Elizabeth Bruenig : Time to give socialism a try.
"Hanging on and hoping for the best is certainly one approach to rescuing the best of liberalism from its discontents, but my answer is admittedly more ambitious: It’s time to give socialism a try." That's American journalist Elizabeth Bruenig advocating socialism in the Washington Post and Chicago Tribune. Her views would never be published in a New Zealand newspaper.

PERHAPS IT has been provoked by the revival of American socialism but the discussion of socialism and socialist ideas has even crept into the American mainstream media. There are more articles and more opinion pieces these days about a subject once considered taboo in the United States.

While I don't wish to exaggerate the extent the mainstream media has concluded that socialism isn't actually just another word for totalitarianism, it has demonstrated that is more receptive to an idea that the American establishment has, historically, tried to stamp out.
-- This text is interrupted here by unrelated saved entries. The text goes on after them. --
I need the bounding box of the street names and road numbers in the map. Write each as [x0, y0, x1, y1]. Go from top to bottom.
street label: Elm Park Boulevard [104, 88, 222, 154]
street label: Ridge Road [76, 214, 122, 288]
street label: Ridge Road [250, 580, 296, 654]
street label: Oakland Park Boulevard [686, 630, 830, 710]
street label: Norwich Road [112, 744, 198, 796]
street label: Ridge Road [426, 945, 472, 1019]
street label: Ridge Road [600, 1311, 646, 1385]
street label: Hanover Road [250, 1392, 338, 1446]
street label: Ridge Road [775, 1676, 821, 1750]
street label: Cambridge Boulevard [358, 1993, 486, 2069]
Maybe this is something we've got Bernie Sanders and his revolution to thank for.

In contrast, the New Zealand mainstream media is an arid desert as far as socialism is concerned. Socialism is only ever mentioned to either denounce it or caricature it as something it isn't. You know you have problems when the mainstream media's idea of a 'left wing commentator' is former Labour Party president and businessman Mike Williams.

Certainly you are unlikely to find an opinion piece headlined 'It's Time to Give Socialism a Try' in the New Zealand Herald anytime soon. Or any other newspaper for that matter. But this is the column that appeared in both the Washington Post and the Chicago Tribune last week. Neither newspaper is a hotbed of radicalism, far from it.

The column, by Elizabeth Bruenig, suggests that American liberalism is, well, stuffed. Of course, Bruenig's argument is more nuanced than how I describe it, but she doesn't agree with liberal commentators that liberalism- or what we might describe as social democracy - can be fixed. She writes:

'I don’t think business-as-usual but better is enough to fix what’s broken here. I think the problem lies at the root of the thing, with capitalism itself."

She also doesn't pose the problem and then not provide a solution. She is refreshingly forthright and having waded through more than enough mealy mouthed Jacinda Ardern-lovin' crap in recent weeks, Bruening is like a breath of fresh air:

"Not to be confused for a totalitarian nostalgist, I would support a kind of socialism that would be democratic and aimed primarily at decommodifying labour, reducing the vast inequality brought about by capitalism, and breaking capital’s stranglehold over politics and culture."

Such is the narrowness of New Zealand's political discussion and its failure to engage with anything that breaks with  political convention, someone like Bruenig would never get published in New Zealand. Her uncompromising views would upset delicate liberal sensitivities as much as they would upset diehard conservatives. Either way, its little more than political infantilism.